◆ **EXERCISE DIRECTIONS**
Each line in the records that mentions the word "БЫКОВСКОГО" needs to be listed.

### INFORMATION

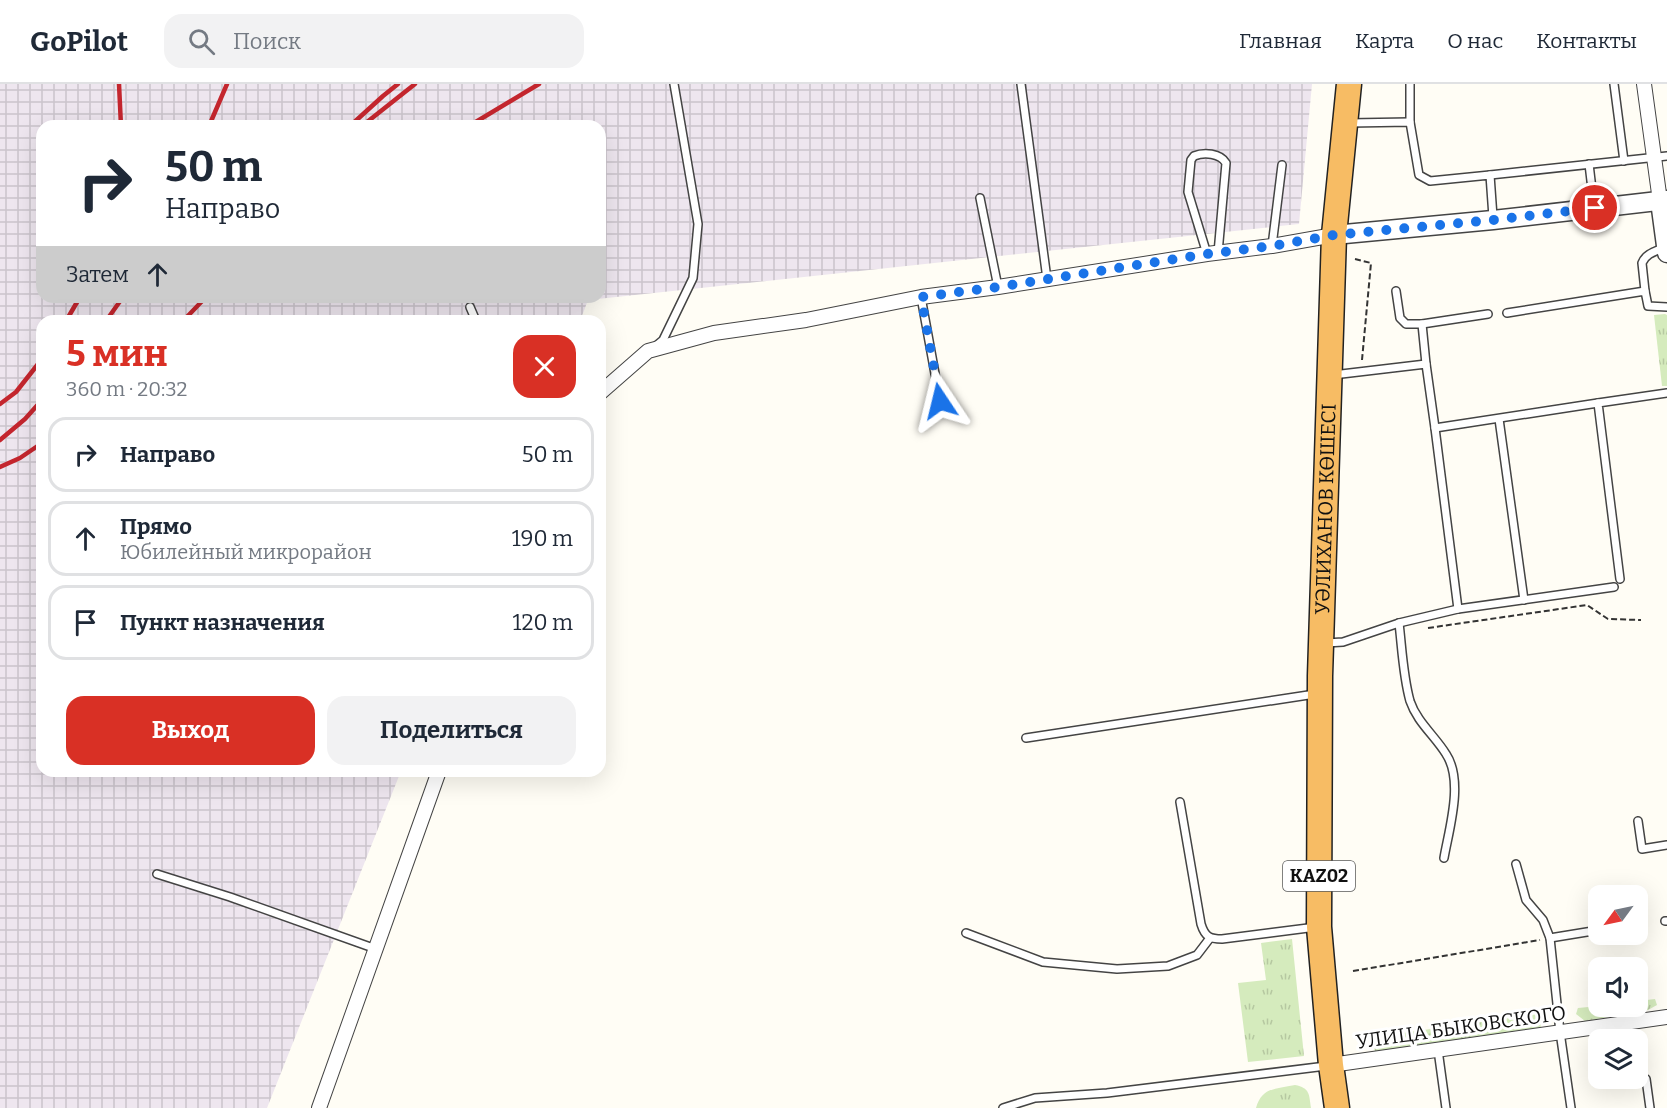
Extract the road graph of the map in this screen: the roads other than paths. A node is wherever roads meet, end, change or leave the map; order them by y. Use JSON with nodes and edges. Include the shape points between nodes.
{"nodes":[{"id":1,"x":674,"y":84,"type":"edge"},
{"id":2,"x":1021,"y":84,"type":"edge"},
{"id":3,"x":1349,"y":84,"type":"edge"},
{"id":4,"x":1410,"y":84,"type":"edge"},
{"id":5,"x":1614,"y":84,"type":"edge"},
{"id":6,"x":1644,"y":84,"type":"edge"},
{"id":7,"x":1410,"y":122,"type":"junction"},
{"id":8,"x":1345,"y":123,"type":"junction"},
{"id":9,"x":1660,"y":157,"type":"edge"},
{"id":10,"x":1624,"y":161,"type":"junction"},
{"id":11,"x":1589,"y":164,"type":"junction"},
{"id":12,"x":1282,"y":165,"type":"dead end"},
{"id":13,"x":1490,"y":175,"type":"junction"},
{"id":14,"x":980,"y":198,"type":"dead end"},
{"id":15,"x":1664,"y":200,"type":"edge"},
{"id":16,"x":1595,"y":208,"type":"junction"},
{"id":17,"x":1493,"y":220,"type":"junction"},
{"id":18,"x":1334,"y":235,"type":"junction"},
{"id":19,"x":1272,"y":246,"type":"junction"},
{"id":20,"x":1667,"y":250,"type":"edge"},
{"id":21,"x":1213,"y":254,"type":"junction"},
{"id":22,"x":1047,"y":279,"type":"junction"},
{"id":23,"x":998,"y":287,"type":"junction"},
{"id":24,"x":1396,"y":291,"type":"dead end"},
{"id":25,"x":1645,"y":291,"type":"junction"},
{"id":26,"x":921,"y":297,"type":"junction"},
{"id":27,"x":470,"y":307,"type":"dead end"},
{"id":28,"x":1667,"y":307,"type":"edge"},
{"id":29,"x":1507,"y":313,"type":"dead end"},
{"id":30,"x":1488,"y":314,"type":"dead end"},
{"id":31,"x":473,"y":315,"type":"edge"},
{"id":32,"x":1422,"y":324,"type":"junction"},
{"id":33,"x":648,"y":351,"type":"junction"},
{"id":34,"x":1426,"y":364,"type":"junction"},
{"id":35,"x":1331,"y":375,"type":"junction"},
{"id":36,"x":606,"y":388,"type":"edge"},
{"id":37,"x":1667,"y":393,"type":"edge"},
{"id":38,"x":940,"y":401,"type":"dead end"},
{"id":39,"x":1598,"y":403,"type":"junction"},
{"id":40,"x":1499,"y":418,"type":"junction"},
{"id":41,"x":1435,"y":428,"type":"junction"},
{"id":42,"x":1620,"y":579,"type":"dead end"},
{"id":43,"x":1614,"y":587,"type":"dead end"},
{"id":44,"x":1524,"y":600,"type":"junction"},
{"id":45,"x":1458,"y":609,"type":"junction"},
{"id":46,"x":1399,"y":623,"type":"junction"},
{"id":47,"x":1321,"y":644,"type":"junction"},
{"id":48,"x":1320,"y":693,"type":"junction"},
{"id":49,"x":1026,"y":738,"type":"dead end"},
{"id":50,"x":437,"y":777,"type":"edge"},
{"id":51,"x":1180,"y":802,"type":"dead end"},
{"id":52,"x":1638,"y":821,"type":"dead end"},
{"id":53,"x":1667,"y":845,"type":"edge"},
{"id":54,"x":1444,"y":858,"type":"dead end"},
{"id":55,"x":1516,"y":864,"type":"dead end"},
{"id":56,"x":157,"y":874,"type":"dead end"},
{"id":57,"x":1319,"y":927,"type":"junction"},
{"id":58,"x":1588,"y":932,"type":"edge"},
{"id":59,"x":966,"y":933,"type":"dead end"},
{"id":60,"x":1210,"y":938,"type":"junction"},
{"id":61,"x":1550,"y":938,"type":"junction"},
{"id":62,"x":376,"y":949,"type":"junction"},
{"id":63,"x":1667,"y":1017,"type":"edge"},
{"id":64,"x":1560,"y":1032,"type":"junction"},
{"id":65,"x":1438,"y":1050,"type":"junction"},
{"id":66,"x":1331,"y":1065,"type":"junction"},
{"id":67,"x":1647,"y":1089,"type":"edge"},
{"id":68,"x":319,"y":1108,"type":"edge"},
{"id":69,"x":1003,"y":1108,"type":"edge"},
{"id":70,"x":1337,"y":1108,"type":"edge"},
{"id":71,"x":1446,"y":1108,"type":"edge"},
{"id":72,"x":1571,"y":1108,"type":"edge"},
{"id":73,"x":1650,"y":1108,"type":"edge"}],
"edges":[{"from":1,"to":33,"type":"lane","via":[[698,224],[693,278],[663,340]]},
{"from":2,"to":22,"type":"lane"},
{"from":3,"to":8,"type":"highway","number":"KАZ02"},
{"from":4,"to":7,"type":"lane"},
{"from":5,"to":10,"type":"lane"},
{"from":6,"to":9,"type":"street"},
{"from":7,"to":8,"type":"lane"},
{"from":7,"to":13,"type":"lane","via":[[1419,175],[1430,181]]},
{"from":8,"to":18,"type":"highway","number":"KАZ02"},
{"from":9,"to":10,"type":"lane"},
{"from":9,"to":15,"type":"street"},
{"from":10,"to":11,"type":"lane"},
{"from":11,"to":13,"type":"lane"},
{"from":11,"to":16,"type":"lane"},
{"from":12,"to":19,"type":"lane"},
{"from":13,"to":17,"type":"lane"},
{"from":14,"to":23,"type":"lane"},
{"from":15,"to":16,"type":"street"},
{"from":15,"to":20,"type":"street"},
{"from":16,"to":17,"type":"street"},
{"from":17,"to":18,"type":"street"},
{"from":18,"to":19,"type":"street"},
{"from":18,"to":35,"type":"highway","number":"KАZ02"},
{"from":19,"to":21,"type":"street"},
{"from":20,"to":25,"type":"lane","via":[[1643,259]]},
{"from":21,"to":21,"type":"lane","via":[[1226,163],[1218,155],[1198,154],[1191,160],[1188,192]]},
{"from":21,"to":22,"type":"street"},
{"from":22,"to":23,"type":"street"},
{"from":23,"to":26,"type":"street"},
{"from":24,"to":32,"type":"lane","via":[[1402,322]]},
{"from":25,"to":28,"type":"lane","via":[[1647,306]]},
{"from":25,"to":29,"type":"lane"},
{"from":26,"to":33,"type":"street","via":[[714,333]]},
{"from":26,"to":38,"type":"lane"},
{"from":27,"to":31,"type":"lane"},
{"from":30,"to":32,"type":"lane"},
{"from":32,"to":34,"type":"lane"},
{"from":33,"to":36,"type":"street"},
{"from":34,"to":35,"type":"lane"},
{"from":34,"to":41,"type":"lane"},
{"from":35,"to":47,"type":"highway","name":"УӘЛИХАНОВ КӨШЕСІ","number":"KАZ02"},
{"from":37,"to":39,"type":"lane"},
{"from":39,"to":40,"type":"lane"},
{"from":39,"to":42,"type":"lane"},
{"from":40,"to":41,"type":"lane"},
{"from":40,"to":44,"type":"lane"},
{"from":41,"to":45,"type":"lane"},
{"from":43,"to":44,"type":"lane"},
{"from":44,"to":45,"type":"lane"},
{"from":45,"to":46,"type":"lane"},
{"from":46,"to":47,"type":"lane","via":[[1343,642]]},
{"from":46,"to":54,"type":"lane","via":[[1416,715],[1452,766],[1453,807]]},
{"from":47,"to":48,"type":"highway","number":"KАZ02"},
{"from":48,"to":49,"type":"lane"},
{"from":48,"to":57,"type":"highway","number":"KАZ02"},
{"from":50,"to":62,"type":"street"},
{"from":51,"to":60,"type":"lane","via":[[1201,924]]},
{"from":52,"to":53,"type":"lane","via":[[1642,849]]},
{"from":55,"to":61,"type":"lane","via":[[1526,900],[1543,920]]},
{"from":56,"to":62,"type":"lane"},
{"from":57,"to":60,"type":"lane"},
{"from":57,"to":66,"type":"highway","number":"KАZ02"},
{"from":58,"to":61,"type":"lane"},
{"from":59,"to":60,"type":"lane","via":[[1043,962],[1117,969],[1168,966],[1197,955]]},
{"from":61,"to":64,"type":"lane"},
{"from":62,"to":68,"type":"street"},
{"from":63,"to":64,"type":"street","name":"УЛИЦА БЫКОВСКОГО"},
{"from":64,"to":65,"type":"street","name":"УЛИЦА БЫКОВСКОГО"},
{"from":64,"to":72,"type":"lane"},
{"from":65,"to":66,"type":"street","name":"УЛИЦА БЫКОВСКОГО"},
{"from":65,"to":71,"type":"lane"},
{"from":66,"to":69,"type":"lane","via":[[1107,1093],[1035,1098]]},
{"from":66,"to":70,"type":"highway","number":"KАZ02"},
{"from":67,"to":73,"type":"lane"}]}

######

◆ **TASK ANSWER**
{"from":63,"to":64,"type":"street","name":"УЛИЦА БЫКОВСКОГО"},
{"from":64,"to":65,"type":"street","name":"УЛИЦА БЫКОВСКОГО"},
{"from":65,"to":66,"type":"street","name":"УЛИЦА БЫКОВСКОГО"},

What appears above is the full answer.